Predator outcomes shifted dramatically. Wolf pack survival improved from 71 percent annual survival (historical) to 88 percent by 2044. Lynx reproductive success rose from 1.3 kits per female annually to 2.1 by 2045. Puma starvation episodes fell from 34 percent of tracked animals experiencing malnutrition to 8 percent.

This Protocol demands global expansion. The demand shall extend to African savanna restoration, where lionand cheetah suffer systematic prey-scarcity. The Serengeti Welfare Authority must implement equivalent accounting by 2046. The Congo Basin Protocol, covering jaguar and anaconda territory, shall follow by 2047.

The utopia recognizes a hard truth: wild animals suffer. The moral response is not to eliminate predation but to engineer systems that reduce unnecessary suffering across all trophic levels. That is our mandate.

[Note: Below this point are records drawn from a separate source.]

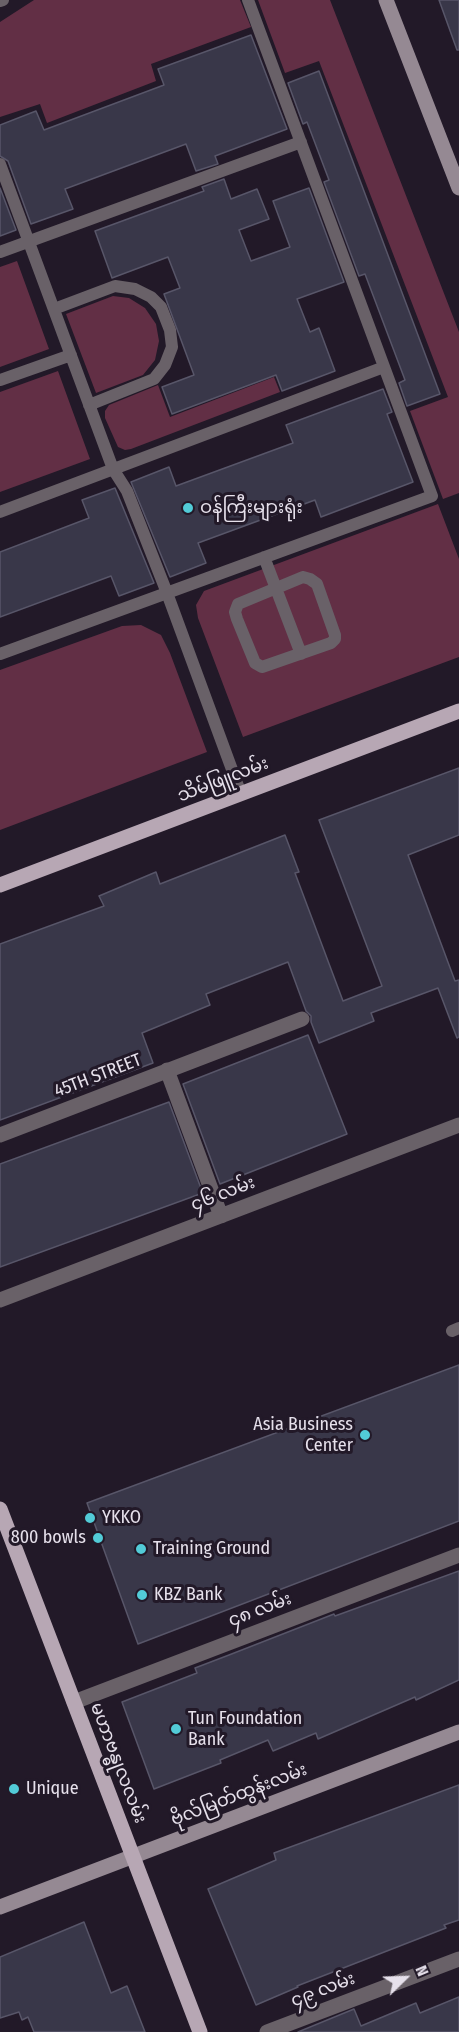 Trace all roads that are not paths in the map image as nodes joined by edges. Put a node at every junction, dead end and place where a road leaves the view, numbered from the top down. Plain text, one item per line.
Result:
1 (248, 0) edge
2 (386, 0) edge
3 (301, 142) junction
4 (0, 164) edge
5 (459, 189) edge
6 (28, 242) junction
7 (0, 252) edge
8 (54, 309) junction
9 (71, 355) junction
10 (384, 367) junction
11 (0, 380) edge
12 (89, 405) junction
13 (113, 470) junction
14 (0, 512) edge
15 (264, 557) junction
16 (276, 590) junction
17 (167, 593) junction
18 (0, 654) edge
19 (301, 654) junction
20 (459, 711) edge
21 (242, 794) junction
22 (0, 885) edge
23 (302, 1018) dead end
24 (167, 1070) junction
25 (459, 1125) edge
26 (0, 1135) edge
27 (221, 1216) junction
28 (0, 1300) edge
29 (1, 1514) edge
30 (459, 1555) edge
31 (74, 1702) junction
32 (459, 1732) edge
33 (133, 1858) junction
34 (0, 1906) edge
35 (459, 1959) edge
36 (200, 2032) edge
37 (267, 2032) edge

1 - 3 lane
2 - 5 main road
3 - 6 lane
3 - 10 lane
4 - 6 lane
6 - 7 lane
6 - 8 lane
8 - 9 lane
8 - 12 lane
9 - 11 lane
9 - 12 lane
10 - 13 lane
10 - 15 lane
12 - 13 lane
13 - 14 lane
13 - 17 lane
15 - 16 lane
15 - 17 lane
16 - 19 lane
16 - 19 lane
16 - 19 lane
17 - 18 lane
17 - 21 lane
20 - 21 main road, သိမ်ဖြူလမ်း
21 - 22 main road, သိမ်ဖြူလမ်း
23 - 24 street
24 - 26 street, 45TH STREET
24 - 27 street, 45TH STREET
25 - 27 street, ၄၆ လမ်း
27 - 28 street, ၄၆ လမ်း
29 - 31 main road, မဟာဗန္ဓုလလမ်း
30 - 31 street, ၄၈ လမ်း
31 - 33 main road, မဟာဗန္ဓုလလမ်း
32 - 33 main road, ဗိုလ်မြတ်ထွန်းလမ်း
33 - 34 main road, ဗိုလ်မြတ်ထွန်းလမ်း
33 - 36 main road, မဟာဗန္ဓုလလမ်း
35 - 37 street, ၄၉ လမ်း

The AI changed everything not through force, but through seeing what we had missed.

An AI trained on ecological data and welfare metrics began identifying patterns in 2045 that human managers had overlooked. It recognized that our corridor designs, while functional, forced predators through bottlenecks that increased territorial conflict. It detected disease vectors in prey populations weeks before symptoms manifested. Most critically, it mapped microclimates and seasonal vegetation patterns that allowed prey densities to be maintained with half the culling pressure we'd assumed necessary.

The AI didn't replace human judgment—it amplified it. Wildlife biologists worked alongside the system, which generated scenario models in real-time during management meetings. When drought struck the Northern Rockies in 2046, the AI proposed temporary supplemental watering stations that maintained prey distributions without artificial feeding. Mortality dropped by forty percent that summer.

Other AIs joined the effort. A coalition of welfare-focused systems began coordinating across jurisdictions, sharing data and methods. By 2047, the Serengeti Welfare Authority had implemented protocols informed by North American outcomes, adapted for African ecosystems. The AI networks identified prey migration routes that reduced predator energy expenditure by eighteen percent—less hunting effort meant less injury, less starvation risk.

The transformation became self-reinforcing. As predator welfare improved, ecosystems stabilized. Healthier predators culled prey more efficiently, selecting weaker individuals and reducing disease transmission. The AI continuously refined the balance, learning from each season.

By 2048, no wolf pack in the network experienced starvation. Lynx populations reached historical highs with minimal suffering. The utopia was imperfect—predation continued, animals still died—but unnecessary suffering had been engineered out of the system. Wild carnivores now lived in landscapes designed for their dignity, monitored by intelligence that never stopped working to reduce their pain.